Still, if anyone has a deeper understanding of what's going on I would appreciate some more details.

aqnuep
03-07-2012, 08:38 PM
Why don't you rather bind the same texture object using different sampler objects? This way one can have bilinear filtering while the other can use nearest filtering:

// bind your texture to texture unit #0
glActiveTexture(GL_TEXTURE0);
glBindTexture(GL_TEXTURE_2D, myTexture);

// bind your bilinear sampler to texture unit #0
glBindSampler(0, bilinearSampler);

// bind your texture to texture unit #1 too
glActiveTexture(GL_TEXTURE1);
glBindTexture(GL_TEXTURE_2D, myTexture);

// bind your nearest sampler to texture unit #1
glBindSampler(1, nearestSampler);

menzel
03-08-2012, 12:16 AM
aqnuep: I actually did that while debugging. As I wrote: In the longer run I want a specific filtering variant of bilinear filtering matching my usecase (the hardware filter doesn't) but first I wanted to understand how to replicate the result of the hardware filter. This gives me a rough measurement of the performance penalty and helps me better to understand the textureGather logic.

Dark Photon
03-08-2012, 04:18 AM
I'm trying to implement bilinear texture filtering as it's done with GL_LINEAR.
...with anisotropy = 1.0.

That's something I discovered recently. Aniso > 1 plus uneven texture derivatives (looking at the surface at an angle) will cause GL_LINEAR texture filtering to integrate over a larger area of the texture map, even without MIPmaps.

menzel
03-08-2012, 04:41 AM
Dark Photon: yes I know, even when filtered with GL_NEAREST anisotrophic filtering will sample multiple times - I don't see a use case but it's actually what you would expect when switching AF on.

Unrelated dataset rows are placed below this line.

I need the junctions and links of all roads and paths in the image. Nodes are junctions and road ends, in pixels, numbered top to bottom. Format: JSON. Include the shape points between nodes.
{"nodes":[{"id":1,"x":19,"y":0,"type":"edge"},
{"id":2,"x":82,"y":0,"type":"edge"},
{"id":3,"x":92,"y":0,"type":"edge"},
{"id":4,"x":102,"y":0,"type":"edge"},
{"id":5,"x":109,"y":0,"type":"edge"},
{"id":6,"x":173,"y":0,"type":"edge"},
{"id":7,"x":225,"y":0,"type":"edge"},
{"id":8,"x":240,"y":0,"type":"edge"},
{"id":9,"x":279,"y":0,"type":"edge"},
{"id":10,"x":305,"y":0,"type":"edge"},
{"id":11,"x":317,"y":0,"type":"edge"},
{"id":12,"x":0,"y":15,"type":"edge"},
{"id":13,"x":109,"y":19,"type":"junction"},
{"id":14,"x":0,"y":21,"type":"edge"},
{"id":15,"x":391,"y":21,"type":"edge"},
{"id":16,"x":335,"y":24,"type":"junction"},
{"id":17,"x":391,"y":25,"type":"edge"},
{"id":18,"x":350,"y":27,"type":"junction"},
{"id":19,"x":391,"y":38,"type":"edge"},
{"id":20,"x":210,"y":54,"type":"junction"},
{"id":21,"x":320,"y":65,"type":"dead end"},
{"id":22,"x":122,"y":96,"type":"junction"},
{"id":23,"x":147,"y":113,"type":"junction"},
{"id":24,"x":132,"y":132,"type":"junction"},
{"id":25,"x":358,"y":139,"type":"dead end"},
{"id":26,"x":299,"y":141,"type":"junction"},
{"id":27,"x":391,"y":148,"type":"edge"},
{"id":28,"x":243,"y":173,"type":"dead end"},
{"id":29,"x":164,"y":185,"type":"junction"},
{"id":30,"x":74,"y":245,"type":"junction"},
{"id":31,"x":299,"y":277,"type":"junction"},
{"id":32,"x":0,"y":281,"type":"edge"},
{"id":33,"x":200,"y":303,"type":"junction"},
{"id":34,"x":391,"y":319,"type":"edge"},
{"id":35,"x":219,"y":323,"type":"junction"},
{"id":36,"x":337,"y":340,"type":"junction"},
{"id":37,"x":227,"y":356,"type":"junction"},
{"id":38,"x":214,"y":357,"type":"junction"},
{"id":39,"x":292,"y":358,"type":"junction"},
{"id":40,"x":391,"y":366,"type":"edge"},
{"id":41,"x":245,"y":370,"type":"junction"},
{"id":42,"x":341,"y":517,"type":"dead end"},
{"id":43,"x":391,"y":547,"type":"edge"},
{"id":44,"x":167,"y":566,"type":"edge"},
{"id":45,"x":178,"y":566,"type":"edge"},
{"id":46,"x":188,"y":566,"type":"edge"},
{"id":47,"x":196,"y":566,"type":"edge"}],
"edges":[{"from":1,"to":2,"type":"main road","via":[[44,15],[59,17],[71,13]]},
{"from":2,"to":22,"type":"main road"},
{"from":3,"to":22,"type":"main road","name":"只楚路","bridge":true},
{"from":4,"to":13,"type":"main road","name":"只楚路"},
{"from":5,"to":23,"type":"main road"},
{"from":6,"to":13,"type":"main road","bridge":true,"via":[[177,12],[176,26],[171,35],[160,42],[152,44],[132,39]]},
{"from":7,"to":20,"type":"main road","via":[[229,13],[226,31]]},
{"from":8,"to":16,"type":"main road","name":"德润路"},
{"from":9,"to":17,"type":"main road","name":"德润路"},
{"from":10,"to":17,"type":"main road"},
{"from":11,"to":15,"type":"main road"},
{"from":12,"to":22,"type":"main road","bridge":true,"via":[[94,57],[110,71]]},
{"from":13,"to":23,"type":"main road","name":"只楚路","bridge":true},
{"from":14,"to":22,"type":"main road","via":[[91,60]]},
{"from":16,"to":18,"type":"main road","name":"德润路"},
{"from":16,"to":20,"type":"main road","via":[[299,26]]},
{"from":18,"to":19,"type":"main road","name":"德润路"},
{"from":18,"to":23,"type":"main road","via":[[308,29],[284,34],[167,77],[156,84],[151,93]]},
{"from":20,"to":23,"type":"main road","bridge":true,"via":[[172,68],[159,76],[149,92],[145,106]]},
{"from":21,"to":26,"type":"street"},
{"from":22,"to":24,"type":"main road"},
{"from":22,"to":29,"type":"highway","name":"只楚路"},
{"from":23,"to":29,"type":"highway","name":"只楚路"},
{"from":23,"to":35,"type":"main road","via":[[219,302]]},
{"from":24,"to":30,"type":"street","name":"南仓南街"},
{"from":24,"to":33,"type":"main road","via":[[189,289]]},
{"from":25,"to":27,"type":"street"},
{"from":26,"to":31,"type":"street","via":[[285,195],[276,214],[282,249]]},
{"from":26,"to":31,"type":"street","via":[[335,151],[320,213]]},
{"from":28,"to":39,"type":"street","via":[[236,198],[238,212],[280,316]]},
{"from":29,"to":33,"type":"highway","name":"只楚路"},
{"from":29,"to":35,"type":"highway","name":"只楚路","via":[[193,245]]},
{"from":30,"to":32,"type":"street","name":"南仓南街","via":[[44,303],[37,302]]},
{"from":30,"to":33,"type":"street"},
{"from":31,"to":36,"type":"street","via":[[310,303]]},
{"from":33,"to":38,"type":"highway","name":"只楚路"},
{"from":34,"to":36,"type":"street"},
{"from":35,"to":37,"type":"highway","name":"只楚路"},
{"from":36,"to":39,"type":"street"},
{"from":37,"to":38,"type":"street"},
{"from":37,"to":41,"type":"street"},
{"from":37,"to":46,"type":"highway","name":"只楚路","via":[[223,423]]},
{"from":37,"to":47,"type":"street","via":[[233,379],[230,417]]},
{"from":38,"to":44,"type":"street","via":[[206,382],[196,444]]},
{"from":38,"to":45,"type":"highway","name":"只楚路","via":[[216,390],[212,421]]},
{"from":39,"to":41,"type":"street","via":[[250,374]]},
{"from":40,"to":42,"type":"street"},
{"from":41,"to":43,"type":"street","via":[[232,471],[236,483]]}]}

I implemented my filter now with texelFetch, ignoring texture wrapping i get the same performance when I need RGBA. That will work for my use case.

Unless anyone has a deeper insight of the 1/512 offset and can confirm that it's related to the 8 bit filtering precision of Fermi chips or provide a better explanation consider this problem solved.

Thanks all.

kyle_
03-08-2012, 10:23 AM
ignoring texture wrapping i get the same performance when I need RGBA. That will work for my use case.

Care to share info about perf. impact for smaller (component wise) formats?

tksuoran
03-09-2012, 02:49 AM
In my case, I have not enabled AF, I have AMD, and offset is 1/8192 instead. Could this be related?